YOUR TASK: Only lines containing "Grand" belong in the answer, each copied from the entries below.

(Saved data entries)
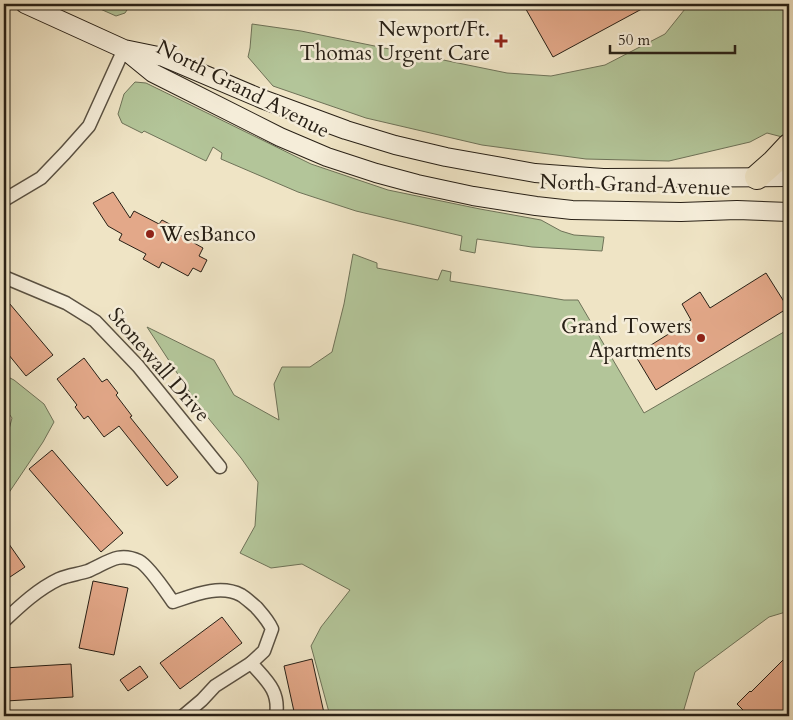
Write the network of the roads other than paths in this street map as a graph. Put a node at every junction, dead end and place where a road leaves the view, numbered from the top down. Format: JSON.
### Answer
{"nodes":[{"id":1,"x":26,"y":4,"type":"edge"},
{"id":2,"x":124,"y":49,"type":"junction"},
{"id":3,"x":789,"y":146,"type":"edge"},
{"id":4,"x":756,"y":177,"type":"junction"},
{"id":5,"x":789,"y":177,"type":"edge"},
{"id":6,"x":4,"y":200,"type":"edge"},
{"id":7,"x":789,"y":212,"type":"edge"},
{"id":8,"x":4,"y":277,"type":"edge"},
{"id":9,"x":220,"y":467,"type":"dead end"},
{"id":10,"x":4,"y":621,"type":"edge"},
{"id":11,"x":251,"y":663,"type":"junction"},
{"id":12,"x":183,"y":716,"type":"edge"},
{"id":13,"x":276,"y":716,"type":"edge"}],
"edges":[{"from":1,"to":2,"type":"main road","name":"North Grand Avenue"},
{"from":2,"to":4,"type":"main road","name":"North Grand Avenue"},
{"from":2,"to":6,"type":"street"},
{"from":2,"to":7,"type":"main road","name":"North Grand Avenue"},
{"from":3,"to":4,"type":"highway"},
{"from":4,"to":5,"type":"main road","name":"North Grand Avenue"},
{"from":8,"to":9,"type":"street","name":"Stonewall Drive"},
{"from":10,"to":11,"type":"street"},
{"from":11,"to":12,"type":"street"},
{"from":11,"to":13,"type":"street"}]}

ANSWER BOX:
"edges":[{"from":1,"to":2,"type":"main road","name":"North Grand Avenue"},
{"from":2,"to":4,"type":"main road","name":"North Grand Avenue"},
{"from":2,"to":7,"type":"main road","name":"North Grand Avenue"},
{"from":4,"to":5,"type":"main road","name":"North Grand Avenue"},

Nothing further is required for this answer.